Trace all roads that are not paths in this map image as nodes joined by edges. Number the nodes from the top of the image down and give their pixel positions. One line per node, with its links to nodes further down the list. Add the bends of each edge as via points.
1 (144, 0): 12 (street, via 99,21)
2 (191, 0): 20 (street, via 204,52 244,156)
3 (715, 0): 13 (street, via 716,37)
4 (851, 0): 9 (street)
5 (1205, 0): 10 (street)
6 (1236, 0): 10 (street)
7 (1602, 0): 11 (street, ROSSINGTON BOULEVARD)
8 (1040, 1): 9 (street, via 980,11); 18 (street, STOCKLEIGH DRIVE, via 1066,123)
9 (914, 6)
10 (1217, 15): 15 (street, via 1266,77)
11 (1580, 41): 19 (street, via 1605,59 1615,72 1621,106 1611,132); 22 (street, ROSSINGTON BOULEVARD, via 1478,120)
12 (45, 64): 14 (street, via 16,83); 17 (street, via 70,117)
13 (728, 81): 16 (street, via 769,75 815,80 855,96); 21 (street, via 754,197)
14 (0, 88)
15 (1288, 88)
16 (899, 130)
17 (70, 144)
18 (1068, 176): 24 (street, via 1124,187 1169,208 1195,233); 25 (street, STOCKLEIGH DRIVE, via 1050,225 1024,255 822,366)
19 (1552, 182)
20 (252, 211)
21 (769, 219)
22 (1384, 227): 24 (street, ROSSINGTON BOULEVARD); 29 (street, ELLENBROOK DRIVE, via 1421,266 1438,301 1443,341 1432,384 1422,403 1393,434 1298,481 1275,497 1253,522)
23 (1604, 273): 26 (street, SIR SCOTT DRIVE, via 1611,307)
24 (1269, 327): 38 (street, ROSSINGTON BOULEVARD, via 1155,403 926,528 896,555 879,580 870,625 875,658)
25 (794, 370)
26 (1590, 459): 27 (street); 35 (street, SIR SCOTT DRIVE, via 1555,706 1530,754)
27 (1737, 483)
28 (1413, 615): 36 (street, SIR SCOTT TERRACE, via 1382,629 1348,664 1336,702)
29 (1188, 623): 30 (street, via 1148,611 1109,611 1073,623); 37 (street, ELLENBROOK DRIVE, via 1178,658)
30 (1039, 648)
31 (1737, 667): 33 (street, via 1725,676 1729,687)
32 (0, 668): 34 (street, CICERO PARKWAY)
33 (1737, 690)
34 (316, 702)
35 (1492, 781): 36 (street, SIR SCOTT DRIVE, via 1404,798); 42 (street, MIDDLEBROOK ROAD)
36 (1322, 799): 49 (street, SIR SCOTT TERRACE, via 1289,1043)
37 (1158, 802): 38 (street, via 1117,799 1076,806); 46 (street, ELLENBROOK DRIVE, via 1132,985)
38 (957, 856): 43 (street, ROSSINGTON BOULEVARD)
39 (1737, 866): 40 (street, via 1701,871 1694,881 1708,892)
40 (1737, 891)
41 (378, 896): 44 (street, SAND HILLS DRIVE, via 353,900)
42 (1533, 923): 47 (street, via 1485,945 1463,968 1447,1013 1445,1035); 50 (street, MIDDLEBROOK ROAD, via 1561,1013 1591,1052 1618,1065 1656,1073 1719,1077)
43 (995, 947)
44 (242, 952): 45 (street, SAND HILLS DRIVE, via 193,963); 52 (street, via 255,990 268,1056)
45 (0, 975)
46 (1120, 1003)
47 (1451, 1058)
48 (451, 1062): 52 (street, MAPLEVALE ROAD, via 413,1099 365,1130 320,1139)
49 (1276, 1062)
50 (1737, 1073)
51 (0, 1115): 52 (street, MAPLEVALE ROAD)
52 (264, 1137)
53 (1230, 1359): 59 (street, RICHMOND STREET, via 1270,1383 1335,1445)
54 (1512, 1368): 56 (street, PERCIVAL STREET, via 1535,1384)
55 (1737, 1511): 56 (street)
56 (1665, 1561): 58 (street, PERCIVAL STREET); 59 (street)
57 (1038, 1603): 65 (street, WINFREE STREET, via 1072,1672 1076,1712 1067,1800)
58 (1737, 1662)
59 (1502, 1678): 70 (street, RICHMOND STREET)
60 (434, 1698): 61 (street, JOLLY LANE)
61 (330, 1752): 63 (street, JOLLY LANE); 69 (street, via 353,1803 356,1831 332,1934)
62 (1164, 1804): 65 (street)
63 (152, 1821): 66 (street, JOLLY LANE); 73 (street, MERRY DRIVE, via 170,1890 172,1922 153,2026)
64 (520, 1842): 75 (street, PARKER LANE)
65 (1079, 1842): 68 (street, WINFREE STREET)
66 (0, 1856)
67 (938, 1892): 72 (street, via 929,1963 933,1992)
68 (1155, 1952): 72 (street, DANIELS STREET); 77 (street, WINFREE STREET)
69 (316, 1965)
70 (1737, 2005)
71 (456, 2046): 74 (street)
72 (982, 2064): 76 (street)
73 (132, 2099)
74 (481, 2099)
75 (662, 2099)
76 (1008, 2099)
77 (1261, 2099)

---*---

WORK ITEM: Print every record exactly as it was given.

SOLVED EXERCISE:
Trace all roads that are not paths in this map image as nodes joined by edges. Number the nodes from the top of the image down and give their pixel positions. One line per node, with its links to nodes further down the list. Add the bends of each edge as via points.
1 (144, 0): 12 (street, via 99,21)
2 (191, 0): 20 (street, via 204,52 244,156)
3 (715, 0): 13 (street, via 716,37)
4 (851, 0): 9 (street)
5 (1205, 0): 10 (street)
6 (1236, 0): 10 (street)
7 (1602, 0): 11 (street, ROSSINGTON BOULEVARD)
8 (1040, 1): 9 (street, via 980,11); 18 (street, STOCKLEIGH DRIVE, via 1066,123)
9 (914, 6)
10 (1217, 15): 15 (street, via 1266,77)
11 (1580, 41): 19 (street, via 1605,59 1615,72 1621,106 1611,132); 22 (street, ROSSINGTON BOULEVARD, via 1478,120)
12 (45, 64): 14 (street, via 16,83); 17 (street, via 70,117)
13 (728, 81): 16 (street, via 769,75 815,80 855,96); 21 (street, via 754,197)
14 (0, 88)
15 (1288, 88)
16 (899, 130)
17 (70, 144)
18 (1068, 176): 24 (street, via 1124,187 1169,208 1195,233); 25 (street, STOCKLEIGH DRIVE, via 1050,225 1024,255 822,366)
19 (1552, 182)
20 (252, 211)
21 (769, 219)
22 (1384, 227): 24 (street, ROSSINGTON BOULEVARD); 29 (street, ELLENBROOK DRIVE, via 1421,266 1438,301 1443,341 1432,384 1422,403 1393,434 1298,481 1275,497 1253,522)
23 (1604, 273): 26 (street, SIR SCOTT DRIVE, via 1611,307)
24 (1269, 327): 38 (street, ROSSINGTON BOULEVARD, via 1155,403 926,528 896,555 879,580 870,625 875,658)
25 (794, 370)
26 (1590, 459): 27 (street); 35 (street, SIR SCOTT DRIVE, via 1555,706 1530,754)
27 (1737, 483)
28 (1413, 615): 36 (street, SIR SCOTT TERRACE, via 1382,629 1348,664 1336,702)
29 (1188, 623): 30 (street, via 1148,611 1109,611 1073,623); 37 (street, ELLENBROOK DRIVE, via 1178,658)
30 (1039, 648)
31 (1737, 667): 33 (street, via 1725,676 1729,687)
32 (0, 668): 34 (street, CICERO PARKWAY)
33 (1737, 690)
34 (316, 702)
35 (1492, 781): 36 (street, SIR SCOTT DRIVE, via 1404,798); 42 (street, MIDDLEBROOK ROAD)
36 (1322, 799): 49 (street, SIR SCOTT TERRACE, via 1289,1043)
37 (1158, 802): 38 (street, via 1117,799 1076,806); 46 (street, ELLENBROOK DRIVE, via 1132,985)
38 (957, 856): 43 (street, ROSSINGTON BOULEVARD)
39 (1737, 866): 40 (street, via 1701,871 1694,881 1708,892)
40 (1737, 891)
41 (378, 896): 44 (street, SAND HILLS DRIVE, via 353,900)
42 (1533, 923): 47 (street, via 1485,945 1463,968 1447,1013 1445,1035); 50 (street, MIDDLEBROOK ROAD, via 1561,1013 1591,1052 1618,1065 1656,1073 1719,1077)
43 (995, 947)
44 (242, 952): 45 (street, SAND HILLS DRIVE, via 193,963); 52 (street, via 255,990 268,1056)
45 (0, 975)
46 (1120, 1003)
47 (1451, 1058)
48 (451, 1062): 52 (street, MAPLEVALE ROAD, via 413,1099 365,1130 320,1139)
49 (1276, 1062)
50 (1737, 1073)
51 (0, 1115): 52 (street, MAPLEVALE ROAD)
52 (264, 1137)
53 (1230, 1359): 59 (street, RICHMOND STREET, via 1270,1383 1335,1445)
54 (1512, 1368): 56 (street, PERCIVAL STREET, via 1535,1384)
55 (1737, 1511): 56 (street)
56 (1665, 1561): 58 (street, PERCIVAL STREET); 59 (street)
57 (1038, 1603): 65 (street, WINFREE STREET, via 1072,1672 1076,1712 1067,1800)
58 (1737, 1662)
59 (1502, 1678): 70 (street, RICHMOND STREET)
60 (434, 1698): 61 (street, JOLLY LANE)
61 (330, 1752): 63 (street, JOLLY LANE); 69 (street, via 353,1803 356,1831 332,1934)
62 (1164, 1804): 65 (street)
63 (152, 1821): 66 (street, JOLLY LANE); 73 (street, MERRY DRIVE, via 170,1890 172,1922 153,2026)
64 (520, 1842): 75 (street, PARKER LANE)
65 (1079, 1842): 68 (street, WINFREE STREET)
66 (0, 1856)
67 (938, 1892): 72 (street, via 929,1963 933,1992)
68 (1155, 1952): 72 (street, DANIELS STREET); 77 (street, WINFREE STREET)
69 (316, 1965)
70 (1737, 2005)
71 (456, 2046): 74 (street)
72 (982, 2064): 76 (street)
73 (132, 2099)
74 (481, 2099)
75 (662, 2099)
76 (1008, 2099)
77 (1261, 2099)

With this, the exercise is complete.